Clay: A new language for generic programming (based on LLVM)

kssreeram · on July 26, 2010

Hi folks, I'm the author of Clay. There aren't any docs ready yet, but I'll try to answer whatever questions I can. Also, there's a long thread over at reddit with many interesting questions.

http://www.reddit.com/r/programming/comments/ctmxx/the_clay_...

joe_the_user · on July 26, 2010

I couldn't help imagining how OO "objects" might be implemented in Clay

Your dispatch code now:

    record Square {
    side : Double;
    }

    record Circle {
        radius : Double;
    }

    variant Shape = Square | Circle;

    procedure show;
    overload show(x:Square) { println("Square(", x.side, ")"); }
    overload show(x:Circle) { println("Circle(", x.radius, ")"); }

My "Objectivizing":

    interface Shape {
        abstract procedure show(self);
    }

    record Square : Shape  {
        side : Double;
        show(self) { println("Square(", self.side, ")"); }
    }

    record Circle: Shape {
        radius : Double;
        show(self) { println("Circle(", self.radius, ")"); }
    }
    variant Shape = Square | Circle;

Here, "abstract" declaration in the parent would make the children's "show" automatically become an overload. 'self' is variable which would be automatically specialized to the containing record. I think the resulting code isn't excessively verbose.

jaen · on July 26, 2010

At first sight, this looks like a major improvement over C++ and even more powerful than D with less ad-hoc features.

Interesting language features, as far as I can tell:

* Type inference

* First-class functions/closures (interesting compared to C++)

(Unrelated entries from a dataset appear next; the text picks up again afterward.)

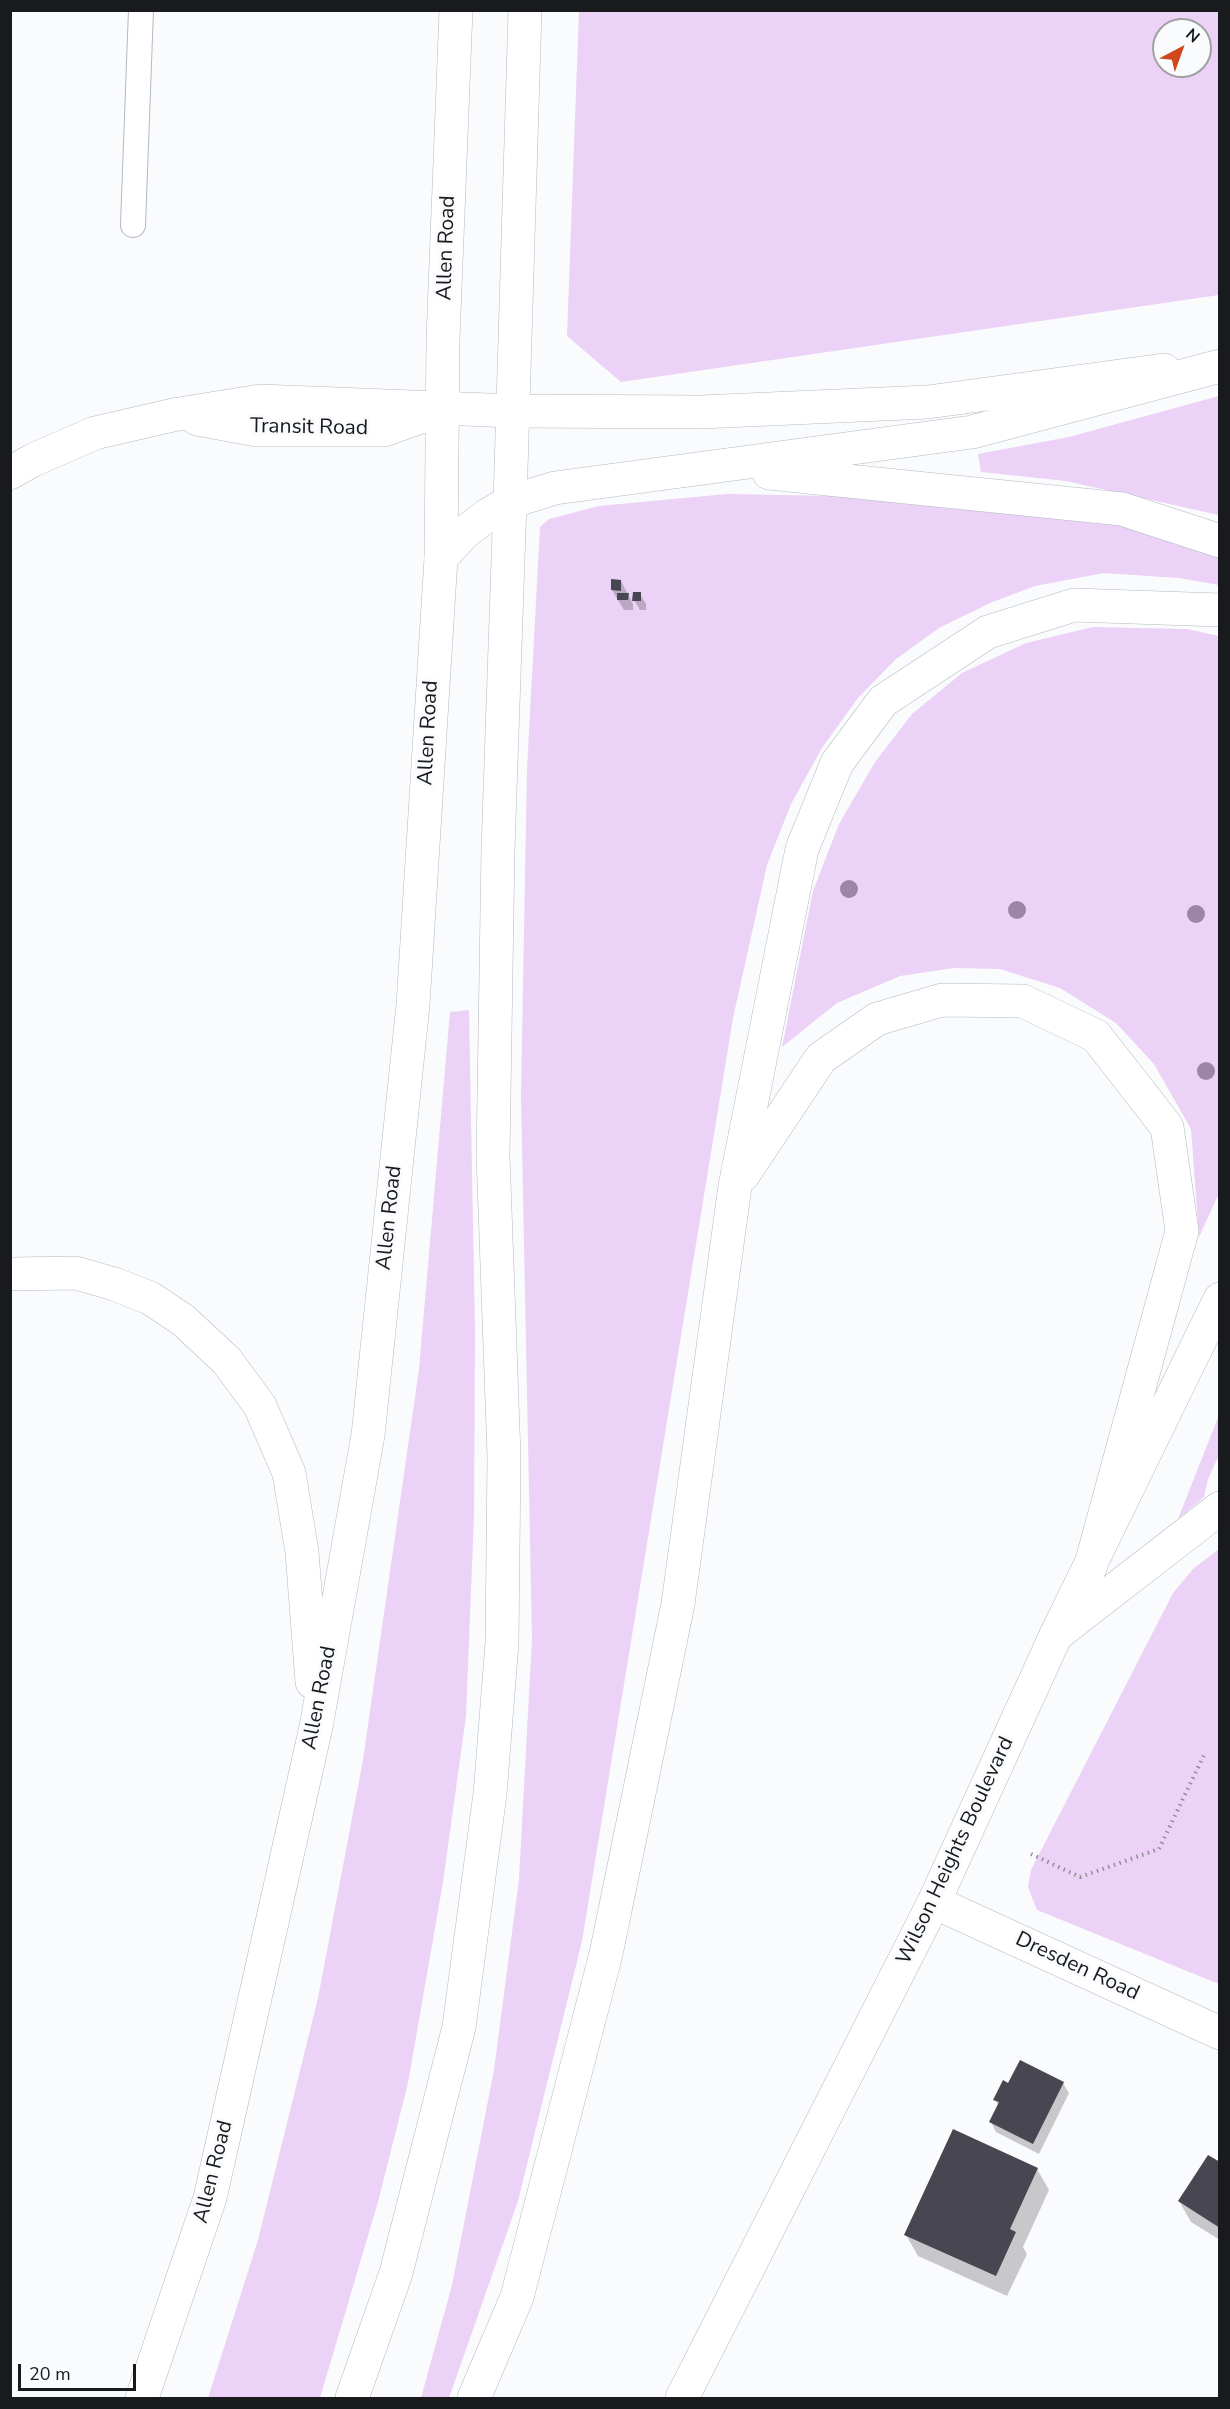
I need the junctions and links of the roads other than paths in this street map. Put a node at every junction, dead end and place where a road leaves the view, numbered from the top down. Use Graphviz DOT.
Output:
graph roads {
  1 [pos="141,10"];
  2 [pos="456,10"];
  3 [pos="525,10"];
  4 [pos="133,225"];
  5 [pos="1220,364"];
  6 [pos="442,409"];
  7 [pos="513,411"];
  8 [pos="707,468"];
  9 [pos="10,473"];
  10 [pos="510,502"];
  11 [pos="1220,541"];
  12 [pos="441,558"];
  13 [pos="1220,610"];
  14 [pos="735,1186"];
  15 [pos="10,1274"];
  16 [pos="1220,1299"];
  17 [pos="1220,1508"];
  18 [pos="1090,1568"];
  19 [pos="1056,1635"];
  20 [pos="316,1727"];
  21 [pos="934,1902"];
  22 [pos="1220,2033"];
  23 [pos="142,2398"];
  24 [pos="352,2398"];
  25 [pos="474,2398"];
  26 [pos="682,2398"];
  1 -- 4 [label="lane"];
  2 -- 6 [label="main road, Allen Road"];
  3 -- 7 [label="main road"];
  5 -- 7 [label="main road, Transit Road"];
  5 -- 8 [label="main road"];
  6 -- 7 [label="main road, Transit Road"];
  6 -- 9 [label="main road, Transit Road"];
  6 -- 12 [label="main road, Allen Road"];
  7 -- 10 [label="main road"];
  8 -- 10 [label="main road"];
  8 -- 11 [label="main road"];
  10 -- 12 [label="main road"];
  10 -- 24 [label="main road"];
  12 -- 20 [label="main road, Allen Road"];
  13 -- 14 [label="main road"];
  14 -- 18 [label="main road"];
  14 -- 25 [label="main road"];
  15 -- 20 [label="main road"];
  16 -- 18 [label="main road, Wilson Heights Boulevard"];
  17 -- 19 [label="main road"];
  18 -- 19 [label="main road, Wilson Heights Boulevard"];
  19 -- 21 [label="main road, Wilson Heights Boulevard"];
  20 -- 23 [label="main road, Allen Road"];
  21 -- 22 [label="main road, Dresden Road"];
  21 -- 26 [label="main road, Wilson Heights Boulevard"];
}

* Overloading is based on compile-time evaluation, with the possibility to have arbitrary values as type parameters, and is similar to predicate dispatch (you can dispatch using arbitrary conditions), with also the possibility to do runtime dispatch.

* Most of the functionality of the language is implemented in libraries, with a small kernel of built-ins.

Library functionality:

* the standard standard library: arrays, vectors, maps, algorithms, sequence abstractions etc.

* tuples, unions, variants

* lazy sequences (streams)

* reference-counting shared pointers (boost::shared_ptr)

* SIMD intrinsics and vectors using SIMD operations

* bindings to the C standard library of Unix and Win32 API

* Green threads, channels

Other:

* C binding generator based on CLang

_zhqs · on July 26, 2010

I like the multiple dispatch feature (http://bitbucket.org/kssreeram/clay/src/b1df8340f2b4/test/va...).

It reminds me of clojure multimethods (http://clojure.org/multimethods). Can dispatch conditions in Clay be "arbitrary"? (in the example it is on the value of 'x', but can it be as complex as in Clojure multimethods?

Chickencha · on July 26, 2010

It looks pretty nice. I'm curious about how the code generation works and whether Clay has the potential to produce the kind of code bloat you sometimes see with C++ templates. Say I have a function

  min(a, b) {
      if(a < b)
          return a;
      return b;
  }

From what I understand, this function can accept two Int32s, or a Uint8 and a Float32, or basically any other combination of numeric types. Is a new function for each type combination generated? I don't think there's any way around this to some degree, but I'm curious if you've been able to do anything to ease the pain.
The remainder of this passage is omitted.